An identical transcription of the records is required.

◇ ◇ ◇ ◇ ◇

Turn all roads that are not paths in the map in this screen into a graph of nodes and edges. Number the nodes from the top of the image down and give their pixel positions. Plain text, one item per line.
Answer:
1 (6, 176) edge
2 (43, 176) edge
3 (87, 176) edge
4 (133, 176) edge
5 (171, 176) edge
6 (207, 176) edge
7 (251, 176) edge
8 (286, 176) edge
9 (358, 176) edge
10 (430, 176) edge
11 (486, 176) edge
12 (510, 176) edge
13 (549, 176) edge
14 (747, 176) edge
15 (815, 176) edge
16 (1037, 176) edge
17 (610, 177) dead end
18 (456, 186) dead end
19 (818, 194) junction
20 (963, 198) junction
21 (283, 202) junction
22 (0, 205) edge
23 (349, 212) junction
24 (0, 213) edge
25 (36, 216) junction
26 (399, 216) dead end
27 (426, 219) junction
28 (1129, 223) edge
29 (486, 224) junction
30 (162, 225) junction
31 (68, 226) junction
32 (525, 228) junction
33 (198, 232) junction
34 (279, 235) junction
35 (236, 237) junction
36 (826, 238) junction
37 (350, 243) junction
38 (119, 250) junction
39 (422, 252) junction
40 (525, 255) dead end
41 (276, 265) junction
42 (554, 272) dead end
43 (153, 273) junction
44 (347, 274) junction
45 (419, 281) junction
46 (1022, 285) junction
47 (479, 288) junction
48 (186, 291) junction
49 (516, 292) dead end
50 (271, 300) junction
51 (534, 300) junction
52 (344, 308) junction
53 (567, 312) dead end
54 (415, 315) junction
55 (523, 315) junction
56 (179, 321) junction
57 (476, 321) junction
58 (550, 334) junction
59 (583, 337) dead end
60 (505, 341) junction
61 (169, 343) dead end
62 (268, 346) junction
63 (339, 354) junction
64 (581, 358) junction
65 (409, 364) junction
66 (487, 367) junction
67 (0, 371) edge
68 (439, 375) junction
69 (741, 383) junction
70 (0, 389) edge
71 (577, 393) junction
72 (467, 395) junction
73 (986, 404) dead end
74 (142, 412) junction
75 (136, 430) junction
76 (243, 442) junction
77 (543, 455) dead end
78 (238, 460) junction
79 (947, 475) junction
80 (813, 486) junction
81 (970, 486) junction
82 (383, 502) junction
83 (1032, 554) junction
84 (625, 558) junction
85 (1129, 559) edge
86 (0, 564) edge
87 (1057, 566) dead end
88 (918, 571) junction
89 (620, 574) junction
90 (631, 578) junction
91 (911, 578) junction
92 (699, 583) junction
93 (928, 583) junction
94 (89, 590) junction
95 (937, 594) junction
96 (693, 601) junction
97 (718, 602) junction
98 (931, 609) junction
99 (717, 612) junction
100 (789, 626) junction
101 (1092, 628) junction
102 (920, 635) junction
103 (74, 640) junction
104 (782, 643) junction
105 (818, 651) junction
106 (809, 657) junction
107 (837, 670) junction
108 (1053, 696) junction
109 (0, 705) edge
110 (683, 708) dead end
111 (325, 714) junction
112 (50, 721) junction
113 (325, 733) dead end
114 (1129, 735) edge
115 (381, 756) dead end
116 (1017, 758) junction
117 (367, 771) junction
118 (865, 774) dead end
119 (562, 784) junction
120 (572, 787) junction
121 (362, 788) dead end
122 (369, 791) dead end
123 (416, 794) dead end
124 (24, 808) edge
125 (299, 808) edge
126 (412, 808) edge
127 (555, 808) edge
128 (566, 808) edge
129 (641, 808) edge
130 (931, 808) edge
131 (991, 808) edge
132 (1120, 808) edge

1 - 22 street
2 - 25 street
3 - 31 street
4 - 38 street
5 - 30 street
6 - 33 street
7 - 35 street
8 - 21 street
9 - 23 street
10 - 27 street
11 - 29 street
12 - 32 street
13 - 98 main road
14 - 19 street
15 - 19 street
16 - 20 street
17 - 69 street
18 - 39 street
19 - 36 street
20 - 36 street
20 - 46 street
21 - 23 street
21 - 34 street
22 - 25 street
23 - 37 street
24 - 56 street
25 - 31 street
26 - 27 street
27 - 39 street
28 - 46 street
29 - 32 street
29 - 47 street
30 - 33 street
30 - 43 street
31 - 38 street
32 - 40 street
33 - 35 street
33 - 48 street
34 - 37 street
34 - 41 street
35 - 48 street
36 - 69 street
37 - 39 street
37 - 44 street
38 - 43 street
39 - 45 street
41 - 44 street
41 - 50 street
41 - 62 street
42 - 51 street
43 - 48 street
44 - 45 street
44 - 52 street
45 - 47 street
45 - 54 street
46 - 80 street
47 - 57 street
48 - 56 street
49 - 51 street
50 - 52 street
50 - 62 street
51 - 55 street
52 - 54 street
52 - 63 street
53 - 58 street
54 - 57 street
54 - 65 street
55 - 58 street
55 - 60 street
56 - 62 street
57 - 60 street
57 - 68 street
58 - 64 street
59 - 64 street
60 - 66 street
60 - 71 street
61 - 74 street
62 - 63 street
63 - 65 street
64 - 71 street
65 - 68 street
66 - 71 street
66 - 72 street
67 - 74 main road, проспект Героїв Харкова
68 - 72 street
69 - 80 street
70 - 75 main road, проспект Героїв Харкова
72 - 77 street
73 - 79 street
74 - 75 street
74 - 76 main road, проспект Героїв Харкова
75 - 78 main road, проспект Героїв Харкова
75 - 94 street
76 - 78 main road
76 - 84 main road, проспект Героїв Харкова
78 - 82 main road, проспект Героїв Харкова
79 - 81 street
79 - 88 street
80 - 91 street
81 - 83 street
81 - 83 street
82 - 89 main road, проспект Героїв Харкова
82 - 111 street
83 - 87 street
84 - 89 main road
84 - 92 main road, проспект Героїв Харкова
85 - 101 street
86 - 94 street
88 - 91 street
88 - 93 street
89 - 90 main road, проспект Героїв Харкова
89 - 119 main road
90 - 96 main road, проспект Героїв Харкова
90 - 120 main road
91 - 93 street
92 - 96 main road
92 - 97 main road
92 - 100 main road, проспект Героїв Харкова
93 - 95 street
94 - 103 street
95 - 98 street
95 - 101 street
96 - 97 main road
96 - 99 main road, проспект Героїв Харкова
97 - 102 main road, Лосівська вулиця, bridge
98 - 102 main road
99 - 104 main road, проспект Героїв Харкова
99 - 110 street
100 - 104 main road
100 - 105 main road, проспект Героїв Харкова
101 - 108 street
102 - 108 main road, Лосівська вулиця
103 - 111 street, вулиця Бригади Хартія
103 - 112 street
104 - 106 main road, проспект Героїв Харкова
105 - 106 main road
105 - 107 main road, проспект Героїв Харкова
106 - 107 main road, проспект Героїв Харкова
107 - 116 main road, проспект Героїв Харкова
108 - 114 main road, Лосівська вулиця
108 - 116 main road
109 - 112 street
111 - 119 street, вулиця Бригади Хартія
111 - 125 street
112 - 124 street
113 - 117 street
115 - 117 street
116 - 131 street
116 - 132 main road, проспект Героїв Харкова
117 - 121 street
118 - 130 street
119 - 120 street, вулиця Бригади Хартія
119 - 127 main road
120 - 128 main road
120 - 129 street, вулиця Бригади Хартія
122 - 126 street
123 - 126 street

◇ ◇ ◇ ◇ ◇

• **Answer box**
Turn all roads that are not paths in the map in this screen into a graph of nodes and edges. Number the nodes from the top of the image down and give their pixel positions. Plain text, one item per line.
Answer:
1 (6, 176) edge
2 (43, 176) edge
3 (87, 176) edge
4 (133, 176) edge
5 (171, 176) edge
6 (207, 176) edge
7 (251, 176) edge
8 (286, 176) edge
9 (358, 176) edge
10 (430, 176) edge
11 (486, 176) edge
12 (510, 176) edge
13 (549, 176) edge
14 (747, 176) edge
15 (815, 176) edge
16 (1037, 176) edge
17 (610, 177) dead end
18 (456, 186) dead end
19 (818, 194) junction
20 (963, 198) junction
21 (283, 202) junction
22 (0, 205) edge
23 (349, 212) junction
24 (0, 213) edge
25 (36, 216) junction
26 (399, 216) dead end
27 (426, 219) junction
28 (1129, 223) edge
29 (486, 224) junction
30 (162, 225) junction
31 (68, 226) junction
32 (525, 228) junction
33 (198, 232) junction
34 (279, 235) junction
35 (236, 237) junction
36 (826, 238) junction
37 (350, 243) junction
38 (119, 250) junction
39 (422, 252) junction
40 (525, 255) dead end
41 (276, 265) junction
42 (554, 272) dead end
43 (153, 273) junction
44 (347, 274) junction
45 (419, 281) junction
46 (1022, 285) junction
47 (479, 288) junction
48 (186, 291) junction
49 (516, 292) dead end
50 (271, 300) junction
51 (534, 300) junction
52 (344, 308) junction
53 (567, 312) dead end
54 (415, 315) junction
55 (523, 315) junction
56 (179, 321) junction
57 (476, 321) junction
58 (550, 334) junction
59 (583, 337) dead end
60 (505, 341) junction
61 (169, 343) dead end
62 (268, 346) junction
63 (339, 354) junction
64 (581, 358) junction
65 (409, 364) junction
66 (487, 367) junction
67 (0, 371) edge
68 (439, 375) junction
69 (741, 383) junction
70 (0, 389) edge
71 (577, 393) junction
72 (467, 395) junction
73 (986, 404) dead end
74 (142, 412) junction
75 (136, 430) junction
76 (243, 442) junction
77 (543, 455) dead end
78 (238, 460) junction
79 (947, 475) junction
80 (813, 486) junction
81 (970, 486) junction
82 (383, 502) junction
83 (1032, 554) junction
84 (625, 558) junction
85 (1129, 559) edge
86 (0, 564) edge
87 (1057, 566) dead end
88 (918, 571) junction
89 (620, 574) junction
90 (631, 578) junction
91 (911, 578) junction
92 (699, 583) junction
93 (928, 583) junction
94 (89, 590) junction
95 (937, 594) junction
96 (693, 601) junction
97 (718, 602) junction
98 (931, 609) junction
99 (717, 612) junction
100 (789, 626) junction
101 (1092, 628) junction
102 (920, 635) junction
103 (74, 640) junction
104 (782, 643) junction
105 (818, 651) junction
106 (809, 657) junction
107 (837, 670) junction
108 (1053, 696) junction
109 (0, 705) edge
110 (683, 708) dead end
111 (325, 714) junction
112 (50, 721) junction
113 (325, 733) dead end
114 (1129, 735) edge
115 (381, 756) dead end
116 (1017, 758) junction
117 (367, 771) junction
118 (865, 774) dead end
119 (562, 784) junction
120 (572, 787) junction
121 (362, 788) dead end
122 (369, 791) dead end
123 (416, 794) dead end
124 (24, 808) edge
125 (299, 808) edge
126 (412, 808) edge
127 (555, 808) edge
128 (566, 808) edge
129 (641, 808) edge
130 (931, 808) edge
131 (991, 808) edge
132 (1120, 808) edge

1 - 22 street
2 - 25 street
3 - 31 street
4 - 38 street
5 - 30 street
6 - 33 street
7 - 35 street
8 - 21 street
9 - 23 street
10 - 27 street
11 - 29 street
12 - 32 street
13 - 98 main road
14 - 19 street
15 - 19 street
16 - 20 street
17 - 69 street
18 - 39 street
19 - 36 street
20 - 36 street
20 - 46 street
21 - 23 street
21 - 34 street
22 - 25 street
23 - 37 street
24 - 56 street
25 - 31 street
26 - 27 street
27 - 39 street
28 - 46 street
29 - 32 street
29 - 47 street
30 - 33 street
30 - 43 street
31 - 38 street
32 - 40 street
33 - 35 street
33 - 48 street
34 - 37 street
34 - 41 street
35 - 48 street
36 - 69 street
37 - 39 street
37 - 44 street
38 - 43 street
39 - 45 street
41 - 44 street
41 - 50 street
41 - 62 street
42 - 51 street
43 - 48 street
44 - 45 street
44 - 52 street
45 - 47 street
45 - 54 street
46 - 80 street
47 - 57 street
48 - 56 street
49 - 51 street
50 - 52 street
50 - 62 street
51 - 55 street
52 - 54 street
52 - 63 street
53 - 58 street
54 - 57 street
54 - 65 street
55 - 58 street
55 - 60 street
56 - 62 street
57 - 60 street
57 - 68 street
58 - 64 street
59 - 64 street
60 - 66 street
60 - 71 street
61 - 74 street
62 - 63 street
63 - 65 street
64 - 71 street
65 - 68 street
66 - 71 street
66 - 72 street
67 - 74 main road, проспект Героїв Харкова
68 - 72 street
69 - 80 street
70 - 75 main road, проспект Героїв Харкова
72 - 77 street
73 - 79 street
74 - 75 street
74 - 76 main road, проспект Героїв Харкова
75 - 78 main road, проспект Героїв Харкова
75 - 94 street
76 - 78 main road
76 - 84 main road, проспект Героїв Харкова
78 - 82 main road, проспект Героїв Харкова
79 - 81 street
79 - 88 street
80 - 91 street
81 - 83 street
81 - 83 street
82 - 89 main road, проспект Героїв Харкова
82 - 111 street
83 - 87 street
84 - 89 main road
84 - 92 main road, проспект Героїв Харкова
85 - 101 street
86 - 94 street
88 - 91 street
88 - 93 street
89 - 90 main road, проспект Героїв Харкова
89 - 119 main road
90 - 96 main road, проспект Героїв Харкова
90 - 120 main road
91 - 93 street
92 - 96 main road
92 - 97 main road
92 - 100 main road, проспект Героїв Харкова
93 - 95 street
94 - 103 street
95 - 98 street
95 - 101 street
96 - 97 main road
96 - 99 main road, проспект Героїв Харкова
97 - 102 main road, Лосівська вулиця, bridge
98 - 102 main road
99 - 104 main road, проспект Героїв Харкова
99 - 110 street
100 - 104 main road
100 - 105 main road, проспект Героїв Харкова
101 - 108 street
102 - 108 main road, Лосівська вулиця
103 - 111 street, вулиця Бригади Хартія
103 - 112 street
104 - 106 main road, проспект Героїв Харкова
105 - 106 main road
105 - 107 main road, проспект Героїв Харкова
106 - 107 main road, проспект Героїв Харкова
107 - 116 main road, проспект Героїв Харкова
108 - 114 main road, Лосівська вулиця
108 - 116 main road
109 - 112 street
111 - 119 street, вулиця Бригади Хартія
111 - 125 street
112 - 124 street
113 - 117 street
115 - 117 street
116 - 131 street
116 - 132 main road, проспект Героїв Харкова
117 - 121 street
118 - 130 street
119 - 120 street, вулиця Бригади Хартія
119 - 127 main road
120 - 128 main road
120 - 129 street, вулиця Бригади Хартія
122 - 126 street
123 - 126 street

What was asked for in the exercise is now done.